◆ **Items from a dataset**:
------------------------------------------------------------
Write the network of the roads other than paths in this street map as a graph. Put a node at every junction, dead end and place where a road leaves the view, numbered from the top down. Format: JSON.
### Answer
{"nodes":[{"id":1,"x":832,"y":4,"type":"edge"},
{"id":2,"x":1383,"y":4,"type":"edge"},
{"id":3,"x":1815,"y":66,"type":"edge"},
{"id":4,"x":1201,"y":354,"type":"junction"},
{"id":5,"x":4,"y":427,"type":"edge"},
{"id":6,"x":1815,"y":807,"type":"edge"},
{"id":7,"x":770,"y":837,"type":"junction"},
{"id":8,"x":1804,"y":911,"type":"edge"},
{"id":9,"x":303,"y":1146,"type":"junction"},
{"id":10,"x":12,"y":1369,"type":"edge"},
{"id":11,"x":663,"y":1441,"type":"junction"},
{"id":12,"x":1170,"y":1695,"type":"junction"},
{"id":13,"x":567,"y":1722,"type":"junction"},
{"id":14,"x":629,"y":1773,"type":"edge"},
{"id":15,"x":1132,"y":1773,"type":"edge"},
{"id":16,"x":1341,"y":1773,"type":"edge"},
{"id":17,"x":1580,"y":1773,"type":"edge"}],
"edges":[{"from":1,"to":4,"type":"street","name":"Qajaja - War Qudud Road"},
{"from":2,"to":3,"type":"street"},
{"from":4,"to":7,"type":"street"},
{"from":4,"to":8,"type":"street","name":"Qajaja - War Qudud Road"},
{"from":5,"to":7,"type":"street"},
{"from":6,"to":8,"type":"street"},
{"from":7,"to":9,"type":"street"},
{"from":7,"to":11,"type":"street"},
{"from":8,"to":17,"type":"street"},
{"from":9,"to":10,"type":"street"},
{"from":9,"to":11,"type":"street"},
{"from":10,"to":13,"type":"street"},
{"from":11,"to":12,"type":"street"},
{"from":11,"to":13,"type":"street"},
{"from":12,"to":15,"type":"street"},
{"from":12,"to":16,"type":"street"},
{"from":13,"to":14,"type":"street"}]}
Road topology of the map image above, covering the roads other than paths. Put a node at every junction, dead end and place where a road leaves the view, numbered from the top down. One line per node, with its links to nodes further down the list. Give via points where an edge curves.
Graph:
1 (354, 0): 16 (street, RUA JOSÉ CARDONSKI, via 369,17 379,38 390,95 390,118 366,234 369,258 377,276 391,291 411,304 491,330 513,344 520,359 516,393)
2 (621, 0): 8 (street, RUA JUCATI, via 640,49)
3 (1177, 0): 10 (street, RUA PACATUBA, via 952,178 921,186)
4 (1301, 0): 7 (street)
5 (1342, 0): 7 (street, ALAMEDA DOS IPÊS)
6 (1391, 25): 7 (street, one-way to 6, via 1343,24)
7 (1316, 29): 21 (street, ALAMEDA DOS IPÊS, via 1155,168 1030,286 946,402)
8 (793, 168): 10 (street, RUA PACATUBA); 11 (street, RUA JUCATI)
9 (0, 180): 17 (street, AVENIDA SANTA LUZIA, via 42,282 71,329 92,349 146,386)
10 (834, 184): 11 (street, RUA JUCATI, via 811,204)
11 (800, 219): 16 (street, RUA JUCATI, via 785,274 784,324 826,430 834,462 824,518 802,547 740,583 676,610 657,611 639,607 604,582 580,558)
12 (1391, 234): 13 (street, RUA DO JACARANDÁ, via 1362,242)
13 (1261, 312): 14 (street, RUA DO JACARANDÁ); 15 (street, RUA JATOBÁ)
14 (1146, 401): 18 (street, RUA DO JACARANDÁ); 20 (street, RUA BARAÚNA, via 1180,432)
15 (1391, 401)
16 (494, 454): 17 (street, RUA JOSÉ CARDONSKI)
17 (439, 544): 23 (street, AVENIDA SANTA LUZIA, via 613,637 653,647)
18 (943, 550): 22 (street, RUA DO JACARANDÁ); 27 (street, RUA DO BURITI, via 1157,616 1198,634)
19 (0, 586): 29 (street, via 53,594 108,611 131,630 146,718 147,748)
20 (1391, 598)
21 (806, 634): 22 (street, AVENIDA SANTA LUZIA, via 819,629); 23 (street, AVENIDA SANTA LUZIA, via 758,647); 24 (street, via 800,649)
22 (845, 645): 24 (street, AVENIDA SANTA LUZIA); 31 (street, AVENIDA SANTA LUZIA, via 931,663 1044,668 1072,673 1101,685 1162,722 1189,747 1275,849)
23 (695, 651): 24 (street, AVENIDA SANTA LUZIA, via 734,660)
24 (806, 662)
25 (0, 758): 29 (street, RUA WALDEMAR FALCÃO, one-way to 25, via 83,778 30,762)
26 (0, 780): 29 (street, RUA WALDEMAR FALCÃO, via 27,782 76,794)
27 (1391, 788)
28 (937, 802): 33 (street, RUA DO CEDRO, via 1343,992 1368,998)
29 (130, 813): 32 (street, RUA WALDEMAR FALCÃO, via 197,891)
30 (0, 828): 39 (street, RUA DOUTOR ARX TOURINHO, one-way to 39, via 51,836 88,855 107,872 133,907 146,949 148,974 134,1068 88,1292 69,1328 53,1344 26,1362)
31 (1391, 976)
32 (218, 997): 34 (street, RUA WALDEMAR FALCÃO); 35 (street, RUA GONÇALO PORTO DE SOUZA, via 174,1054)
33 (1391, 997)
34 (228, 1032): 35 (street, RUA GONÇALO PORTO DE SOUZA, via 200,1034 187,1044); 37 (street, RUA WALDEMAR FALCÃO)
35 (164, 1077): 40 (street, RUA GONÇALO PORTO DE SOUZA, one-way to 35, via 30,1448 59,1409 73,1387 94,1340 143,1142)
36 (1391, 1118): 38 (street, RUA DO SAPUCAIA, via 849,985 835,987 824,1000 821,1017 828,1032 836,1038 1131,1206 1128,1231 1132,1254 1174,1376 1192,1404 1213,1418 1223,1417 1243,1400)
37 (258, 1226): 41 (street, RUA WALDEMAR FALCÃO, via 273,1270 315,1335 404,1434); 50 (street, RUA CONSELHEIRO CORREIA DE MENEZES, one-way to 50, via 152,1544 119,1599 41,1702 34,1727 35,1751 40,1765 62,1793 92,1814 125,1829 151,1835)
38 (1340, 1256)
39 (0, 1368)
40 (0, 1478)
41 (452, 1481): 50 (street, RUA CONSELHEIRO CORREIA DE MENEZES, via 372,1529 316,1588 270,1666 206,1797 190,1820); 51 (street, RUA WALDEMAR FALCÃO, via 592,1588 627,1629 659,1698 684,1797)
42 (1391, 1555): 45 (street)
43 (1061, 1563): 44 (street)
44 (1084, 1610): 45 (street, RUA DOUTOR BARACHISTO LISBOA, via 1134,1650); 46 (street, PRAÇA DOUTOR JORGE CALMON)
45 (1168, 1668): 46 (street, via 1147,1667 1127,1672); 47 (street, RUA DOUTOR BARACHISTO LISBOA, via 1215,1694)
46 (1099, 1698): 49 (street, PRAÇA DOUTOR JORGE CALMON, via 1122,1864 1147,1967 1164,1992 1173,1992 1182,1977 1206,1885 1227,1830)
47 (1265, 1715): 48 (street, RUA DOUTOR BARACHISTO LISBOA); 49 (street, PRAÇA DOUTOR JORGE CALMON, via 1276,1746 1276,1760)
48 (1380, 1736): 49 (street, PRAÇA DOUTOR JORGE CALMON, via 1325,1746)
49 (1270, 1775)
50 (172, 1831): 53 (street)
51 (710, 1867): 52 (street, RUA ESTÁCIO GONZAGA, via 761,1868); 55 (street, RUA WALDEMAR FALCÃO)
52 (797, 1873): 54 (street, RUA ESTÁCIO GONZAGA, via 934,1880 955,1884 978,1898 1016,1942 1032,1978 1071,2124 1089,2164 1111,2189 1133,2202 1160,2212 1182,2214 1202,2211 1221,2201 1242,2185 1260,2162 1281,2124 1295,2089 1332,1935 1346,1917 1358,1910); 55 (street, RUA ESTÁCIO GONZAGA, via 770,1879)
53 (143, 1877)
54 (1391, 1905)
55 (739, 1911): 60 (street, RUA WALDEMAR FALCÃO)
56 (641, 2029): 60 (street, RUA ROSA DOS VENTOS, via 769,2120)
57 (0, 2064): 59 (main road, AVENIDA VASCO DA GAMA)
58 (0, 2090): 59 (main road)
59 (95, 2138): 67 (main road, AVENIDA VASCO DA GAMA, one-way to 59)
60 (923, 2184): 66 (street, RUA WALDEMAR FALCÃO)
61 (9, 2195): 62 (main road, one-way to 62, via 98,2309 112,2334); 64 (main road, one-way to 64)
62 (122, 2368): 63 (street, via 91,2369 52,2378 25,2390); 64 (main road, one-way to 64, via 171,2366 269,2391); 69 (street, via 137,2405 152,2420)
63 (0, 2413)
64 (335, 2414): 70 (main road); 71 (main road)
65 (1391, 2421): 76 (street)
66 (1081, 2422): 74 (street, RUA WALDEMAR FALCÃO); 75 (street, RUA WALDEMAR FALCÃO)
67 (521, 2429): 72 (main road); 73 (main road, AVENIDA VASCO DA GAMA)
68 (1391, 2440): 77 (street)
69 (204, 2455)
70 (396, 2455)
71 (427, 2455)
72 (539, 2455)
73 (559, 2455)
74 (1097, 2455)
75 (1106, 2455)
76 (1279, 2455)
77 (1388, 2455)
------------------------------------------------------------
◆ **What is required**: Copy from the entries only those lines that hold the word "nodes".

◆ **Result**:
{"nodes":[{"id":1,"x":832,"y":4,"type":"edge"},
Road topology of the map image above, covering the roads other than paths. Put a node at every junction, dead end and place where a road leaves the view, numbered from the top down. One line per node, with its links to nodes further down the list. Give via points where an edge curves.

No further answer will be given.